Single by Sade

from the album Love Deluxe
- B-side: "Love Is Stronger Than Pride" (Mad Professor remix)
- Released: 16 November 1992
- Genre: Funk;
- Length: 5:08
- Label: Epic
- Songwriter(s): Sade Adu; Andrew Hale; Stuart Matthewman;
- Producer(s): Sade

Sade singles chronology
| "No Ordinary Love" (1992) | "Feel No Pain" (1992) | "Kiss of Life" (1993) |

Music video
- "Feel No Pain" on YouTube

= Feel No Pain =

1992 single by Sade

"Feel No Pain" is a song by English band Sade from their fourth studio album, Love Deluxe (1992). Written and produced by the band, it was released as the album's second single on 16 November 1992 by Epic Records, as the follow-up to their highly successful "No Ordinary Love". "Feel No Pain" peaked at number 56 on the UK Singles Chart, and numbers 59 and 44 on the US Billboard Hot R&B/Hip-Hop Songs chart and the Cash Box Top 100 R&B Singles chart.

==Critical reception==
Larry Flick from Billboard magazine complimented "Feel No Pain" as a "luscious slow jam" and "by far, the album's most accessible cut." He explained, "A creative shuffle beat is embellished with subtle and bluesy guitar picking and steamy keyboard passages.

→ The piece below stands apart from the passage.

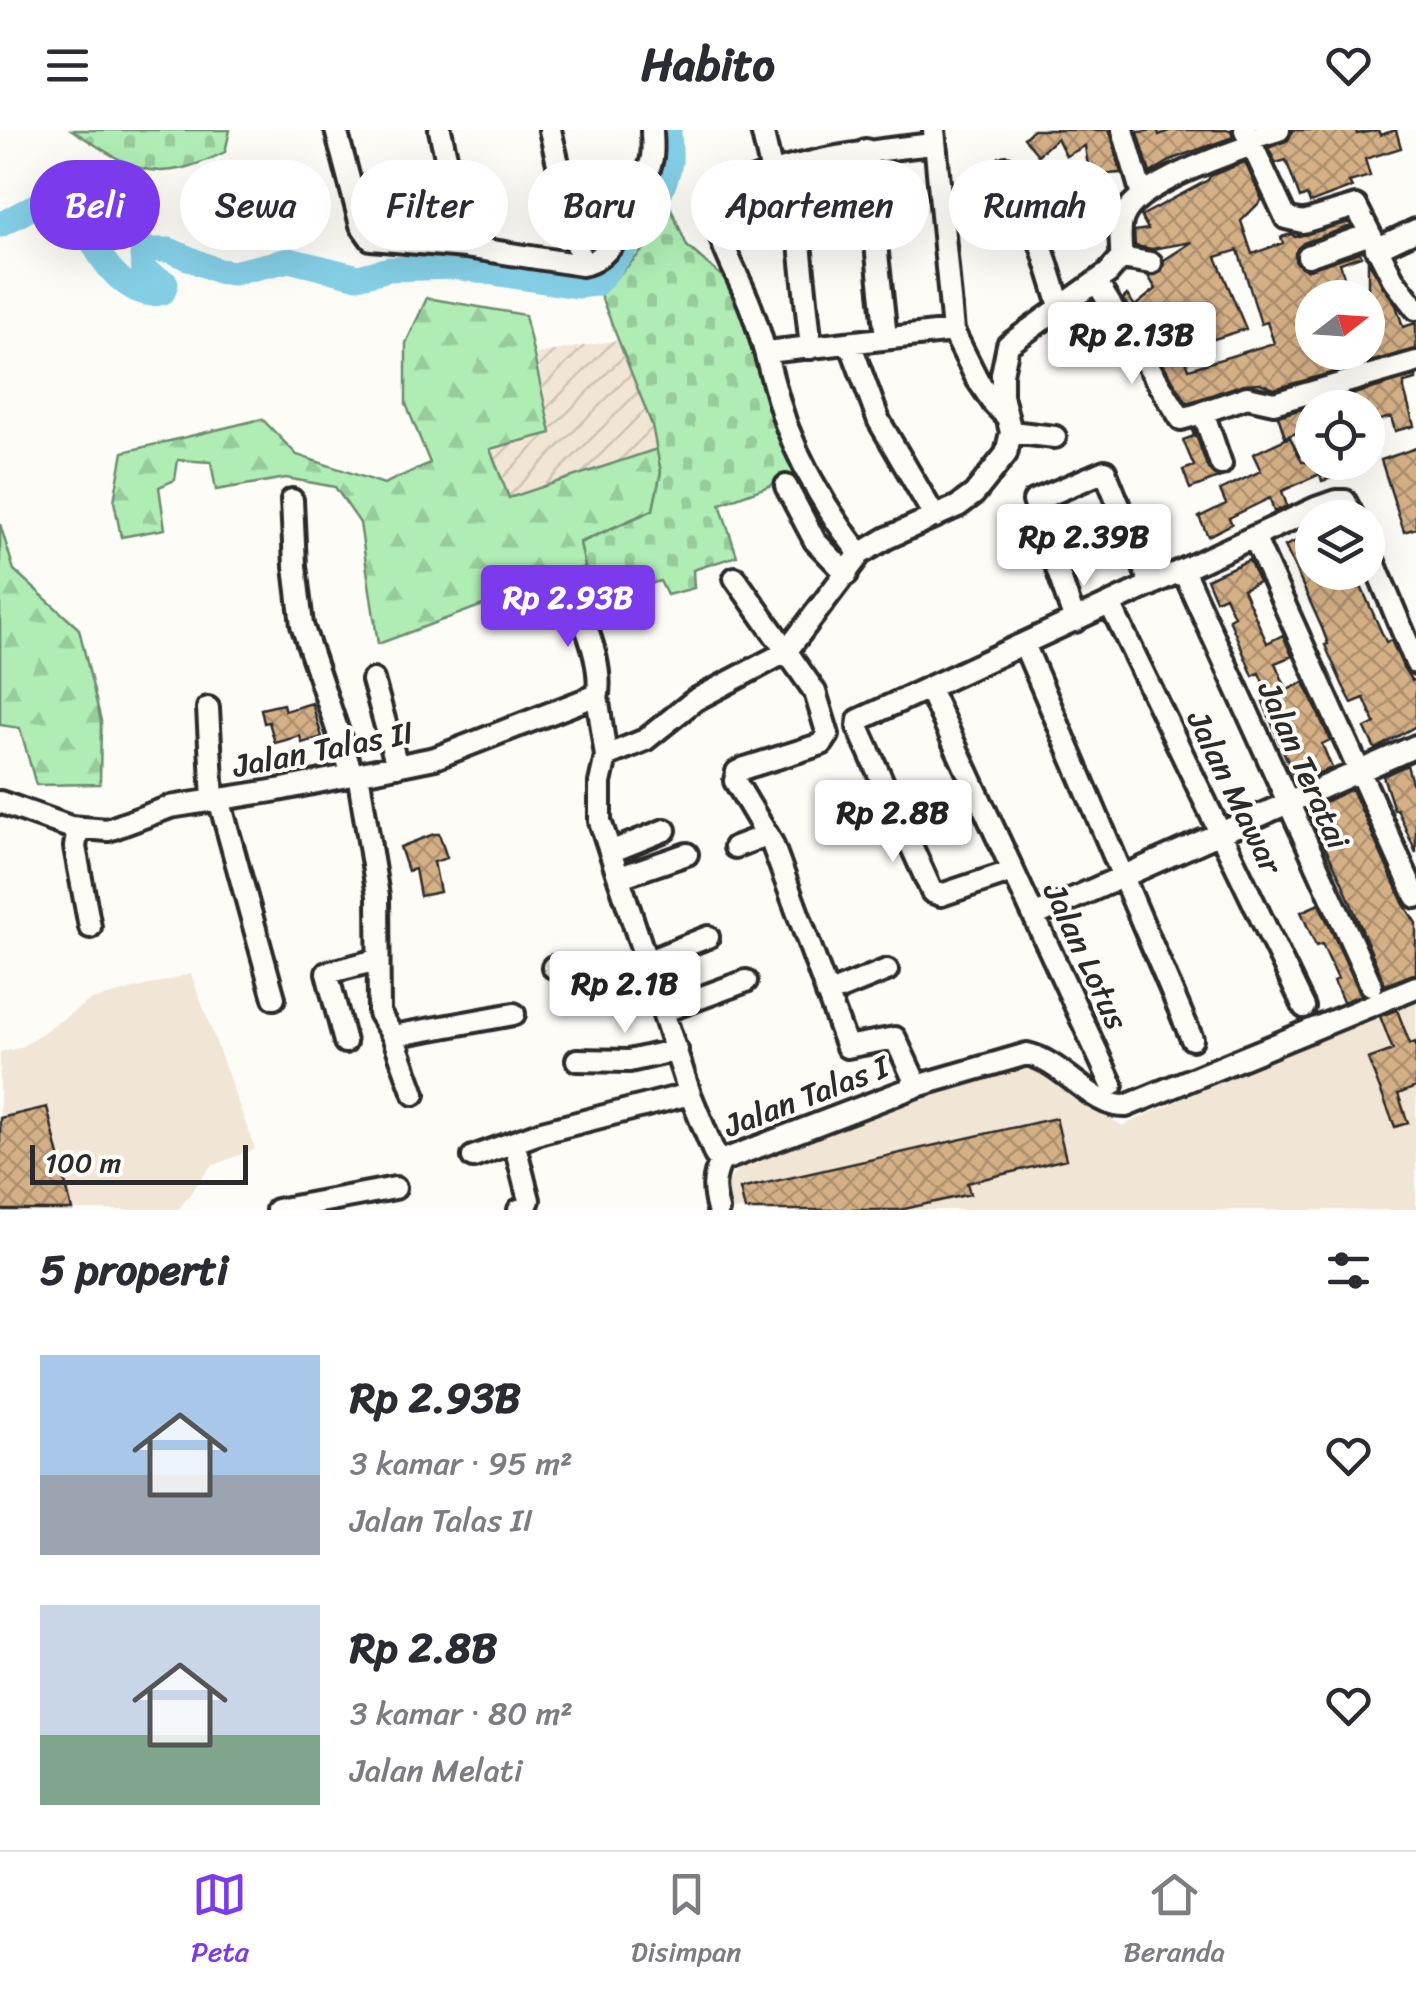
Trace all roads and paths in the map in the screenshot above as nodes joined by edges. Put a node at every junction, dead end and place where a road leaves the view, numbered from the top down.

Of course, Sade's unique voice is the focal point at all times." Andrew Smith from Melody Maker said, "Sade fashions a polite modern soul, sterile and stripped of ambiguity." A reviewer from Music & Media wrote, "Laid back but nonetheless driven, the second single from the Love Deluxe album is not completely painless, because the repetitive bass pattern makes you tap your feet until they hurt, especially through Nellee Hooper's dance remix."

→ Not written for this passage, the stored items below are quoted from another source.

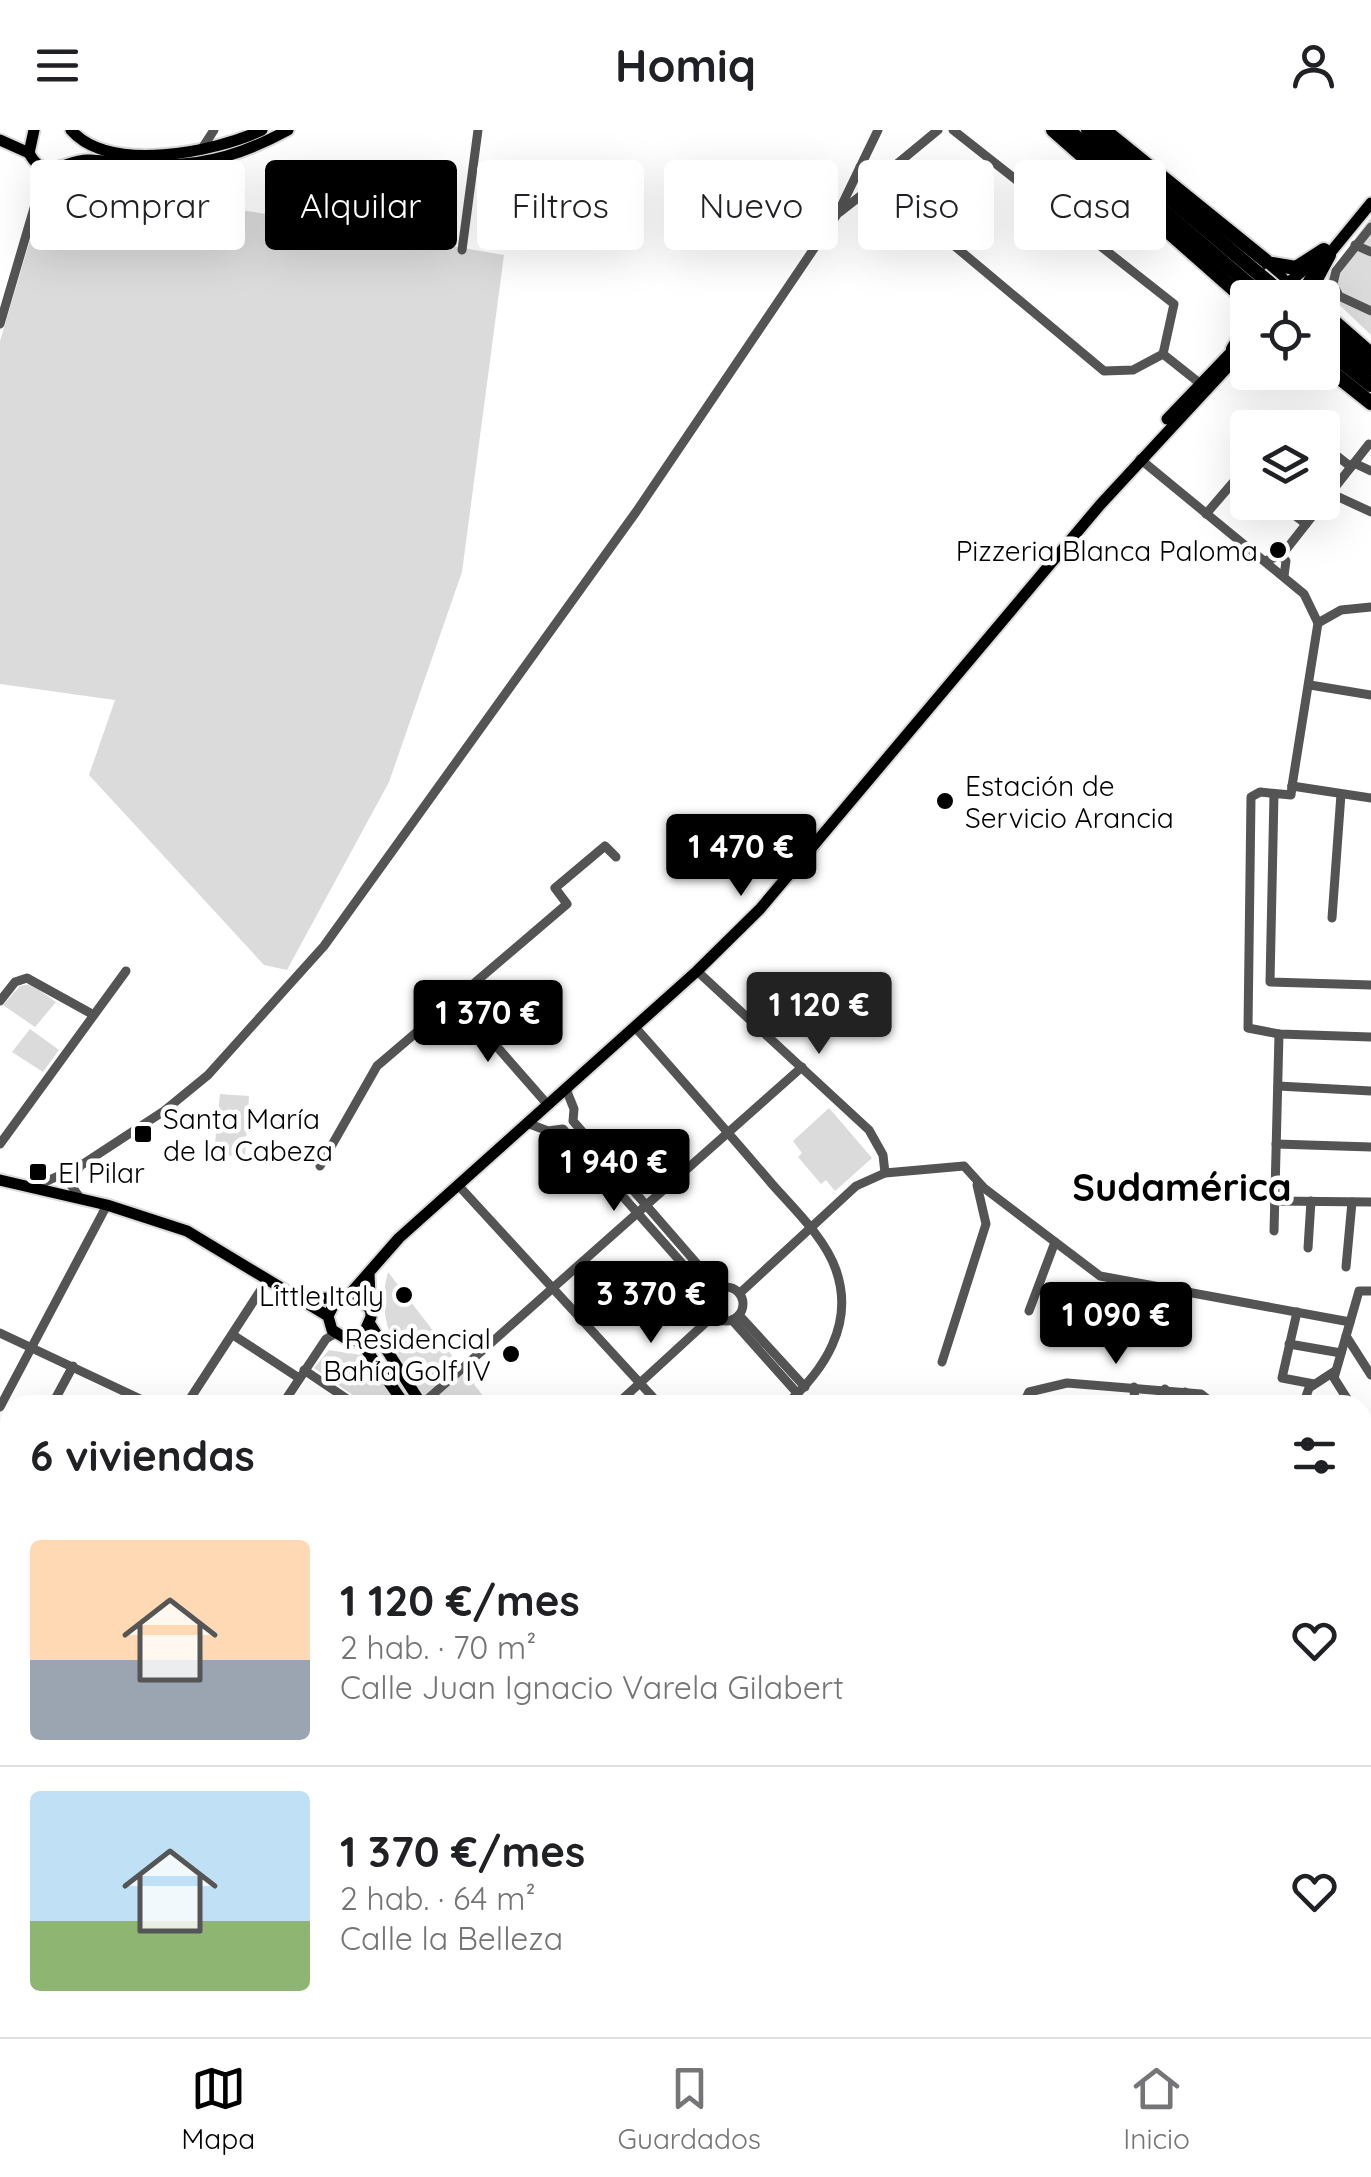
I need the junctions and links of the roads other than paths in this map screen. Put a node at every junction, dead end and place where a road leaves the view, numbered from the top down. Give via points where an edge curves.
1 (31, 130) edge
2 (214, 130) edge
3 (262, 130) edge
4 (288, 130) edge
5 (478, 130) edge
6 (878, 130) edge
7 (938, 130) edge
8 (953, 130) edge
9 (1053, 130) edge
10 (1068, 130) edge
11 (1088, 130) edge
12 (1104, 130) edge
13 (73, 131) edge
14 (0, 140) edge
15 (201, 150) junction
16 (29, 154) junction
17 (34, 160) edge
18 (73, 160) edge
19 (213, 160) edge
20 (871, 160) edge
21 (902, 160) edge
22 (858, 188) edge
23 (858, 197) edge
24 (1371, 202) edge
25 (838, 214) joint
26 (30, 222) edge
27 (1371, 227) edge
28 (1355, 246) junction
29 (462, 250) dead end
30 (814, 250) edge
31 (961, 250) edge
32 (1371, 252) edge
33 (1326, 253) junction
34 (1246, 280) edge
35 (1247, 280) edge
36 (1248, 280) edge
37 (1248, 280) edge
38 (1269, 280) edge
39 (1307, 280) edge
40 (1315, 280) edge
41 (1371, 311) edge
42 (0, 324) edge
43 (1340, 326) edge
44 (1340, 343) edge
45 (1163, 354) junction
46 (1371, 354) edge
47 (1230, 359) edge
48 (1340, 361) edge
49 (1230, 363) edge
50 (1371, 369) edge
51 (1221, 373) junction
52 (1340, 378) edge
53 (1199, 384) junction
54 (1371, 386) edge
55 (1371, 402) edge
56 (1173, 413) junction
57 (1370, 444) edge
58 (1340, 456) edge
59 (1140, 461) junction
60 (1353, 465) junction
61 (1371, 470) edge
62 (1340, 481) edge
63 (1230, 491) edge
64 (1340, 498) edge
65 (1100, 505) junction
66 (1371, 512) edge
67 (1206, 514) junction
68 (1301, 520) edge
69 (1309, 520) edge
70 (1306, 524) junction
71 (1280, 556) junction
72 (1267, 560) junction
73 (1284, 576) junction
74 (1371, 607) edge
75 (1318, 623) junction
76 (1310, 685) junction
77 (1371, 695) edge
78 (1292, 786) junction
79 (1274, 794) junction
80 (1342, 794) junction
81 (1371, 798) edge
82 (616, 857) dead end
83 (1332, 918) dead end
84 (126, 971) dead end
85 (698, 972) junction
86 (1371, 985) edge
87 (456, 1000) junction
88 (0, 1001) edge
89 (92, 1014) junction
90 (635, 1028) junction
91 (1280, 1034) junction
92 (1371, 1037) edge
93 (802, 1067) junction
94 (1278, 1086) junction
95 (566, 1089) junction
96 (1371, 1090) edge
97 (548, 1105) junction
98 (573, 1121) junction
99 (527, 1123) junction
100 (563, 1129) junction
101 (728, 1133) junction
102 (0, 1144) edge
103 (1276, 1144) junction
104 (1371, 1147) edge
105 (80, 1166) junction
106 (320, 1166) dead end
107 (885, 1173) junction
108 (973, 1173) junction
109 (60, 1175) junction
110 (0, 1180) edge
111 (72, 1181) junction
112 (458, 1185) junction
113 (34, 1187) junction
114 (81, 1198) junction
115 (1274, 1200) junction
116 (1311, 1201) junction
117 (1352, 1202) junction
118 (1371, 1202) edge
119 (107, 1205) junction
120 (644, 1209) junction
121 (810, 1228) junction
122 (1274, 1231) dead end
123 (1055, 1242) junction
124 (1308, 1248) dead end
125 (1346, 1267) dead end
126 (369, 1274) junction
127 (266, 1282) junction
128 (552, 1290) junction
129 (1371, 1291) edge
130 (714, 1292) junction
131 (740, 1293) junction
132 (349, 1295) junction
133 (336, 1300) junction
134 (301, 1301) junction
135 (369, 1308) junction
136 (1029, 1311) dead end
137 (1296, 1312) junction
138 (328, 1316) junction
139 (714, 1316) junction
140 (736, 1317) junction
141 (1350, 1322) junction
142 (370, 1324) junction
143 (0, 1333) edge
144 (336, 1333) junction
145 (232, 1335) junction
146 (1346, 1336) junction
147 (353, 1338) junction
148 (1290, 1344) junction
149 (34, 1348) junction
150 (1341, 1353) junction
151 (942, 1362) dead end
152 (74, 1366) junction
153 (1335, 1371) junction
154 (302, 1374) junction
155 (1371, 1375) edge
156 (639, 1383) junction
157 (1314, 1384) junction
158 (1134, 1387) junction
159 (1165, 1389) junction
160 (802, 1390) junction
161 (1184, 1392) junction
162 (7, 1395) edge
163 (58, 1395) edge
164 (133, 1395) edge
165 (193, 1395) edge
166 (288, 1395) edge
167 (339, 1395) edge
168 (398, 1395) edge
169 (416, 1395) edge
170 (433, 1395) edge
171 (626, 1395) edge
172 (650, 1395) edge
173 (797, 1395) edge
174 (1028, 1395) edge
175 (1134, 1395) edge
176 (1161, 1395) edge
177 (1182, 1395) edge
178 (1192, 1395) edge
179 (1309, 1395) edge
180 (1345, 1395) edge

1 - 16 main road
2 - 15 street
3 - 15 main road
4 - 19 main road
5 - 29 street
6 - 20 street
7 - 21 street
8 - 45 street via 1174,304
9 - 34 highway
10 - 35 highway
11 - 36 highway
12 - 37 highway
13 - 15 main road via 91,147
13 - 18 main road via 78,148
14 - 16 main road
16 - 17 main road
22 - 25 street
23 - 25 street
24 - 33 main road
26 - 42 street
27 - 28 street
28 - 32 street
28 - 41 street via 1333,284 1339,296
30 - 105 street via 636,512 324,946 208,1074 134,1134
31 - 45 street via 1104,370 1133,370
33 - 38 highway
33 - 39 main road
33 - 40 highway
43 - 46 highway
44 - 50 highway
45 - 53 street
47 - 53 main road
48 - 54 highway
49 - 51 main road
51 - 53 street
51 - 59 main road
52 - 55 highway
53 - 56 main road
56 - 59 street
56 - 65 main road
57 - 60 street
58 - 60 street
59 - 65 main road
59 - 67 street
60 - 61 street
60 - 62 street
63 - 67 street
64 - 66 street
65 - 85 main road via 760,909
67 - 72 street
68 - 70 street
69 - 70 street
70 - 71 street
71 - 72 street
71 - 73 street
72 - 73 street
73 - 75 street via 1304,594
74 - 75 street via 1341,610
75 - 76 street
76 - 77 street
76 - 78 street
78 - 79 street via 1291,795
78 - 80 street
79 - 86 street via 1270,982
79 - 91 street via 1251,797 1248,1028
80 - 81 street
80 - 83 street
82 - 87 street via 605,846 555,888 567,904
84 - 89 street
85 - 90 main road
85 - 93 street
87 - 97 street
87 - 106 street via 377,1066
88 - 89 street via 20,978 34,979
89 - 102 street
90 - 95 main road
90 - 101 street
91 - 92 street
91 - 94 street
93 - 101 street
93 - 107 street via 870,1130
94 - 96 street
94 - 103 street
95 - 97 main road
95 - 98 street
97 - 99 main road
98 - 100 street
98 - 120 street
99 - 100 street
99 - 112 main road
100 - 120 street
101 - 120 street
101 - 121 street
103 - 104 street
103 - 115 street
105 - 109 street
105 - 111 street
107 - 108 street via 964,1166
107 - 121 street via 856,1186
108 - 123 street
108 - 151 street via 986,1224
109 - 111 street
109 - 113 street
110 - 113 main road
111 - 114 street
112 - 126 main road
112 - 128 street
113 - 114 main road
114 - 119 main road
115 - 116 street
115 - 122 street
116 - 117 street
116 - 124 street
117 - 118 street
117 - 125 street
119 - 127 main road via 187,1232
119 - 149 street
120 - 128 street
120 - 130 street
121 - 131 street
121 - 160 street via 836,1270 841,1296 827,1360
123 - 136 street
123 - 137 street via 1100,1276
126 - 132 main road
126 - 135 main road
127 - 134 main road
127 - 145 street
128 - 156 street
128 - 170 street
129 - 141 street via 1358,1291
130 - 131 street
130 - 139 street
131 - 140 street via 743,1306
132 - 133 main road
132 - 135 main road
133 - 134 main road
133 - 138 main road
134 - 138 main road
135 - 142 main road
137 - 141 street
137 - 148 street
138 - 144 main road
139 - 140 street
139 - 156 street
140 - 160 street
141 - 146 street
142 - 147 main road
142 - 169 main road
143 - 149 street
144 - 147 main road
144 - 154 street
145 - 154 street
145 - 165 street
146 - 150 street
146 - 155 street
147 - 168 main road
148 - 150 street
148 - 157 street via 1282,1378
149 - 152 street
149 - 162 street
150 - 153 street
152 - 163 street
152 - 164 street
153 - 157 street
153 - 180 street
154 - 166 street
154 - 167 street
156 - 171 street
156 - 172 street
157 - 179 street
158 - 159 street
158 - 174 street via 1067,1383
158 - 175 street
159 - 161 street
159 - 176 street
160 - 173 street
161 - 177 street
161 - 178 street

==Retrospective response==
In a 2017 retrospective review, Justin Chadwick from Albumism described the song as a "percussive" and "compassionate call-to-arms that reminds us to treat the poverty-stricken with the dignity and decency they deserve, while encouraging us to do what we can to ease people's suffering in times of financial turmoil and family upheaval." In 2010, the Daily Vault's Mark Millan said that it "comes off as a cool, breezy, and somewhat groovy funk song." He also noted "the icy vocals [that] are in complete contrast with the club-ready, slow-burning track."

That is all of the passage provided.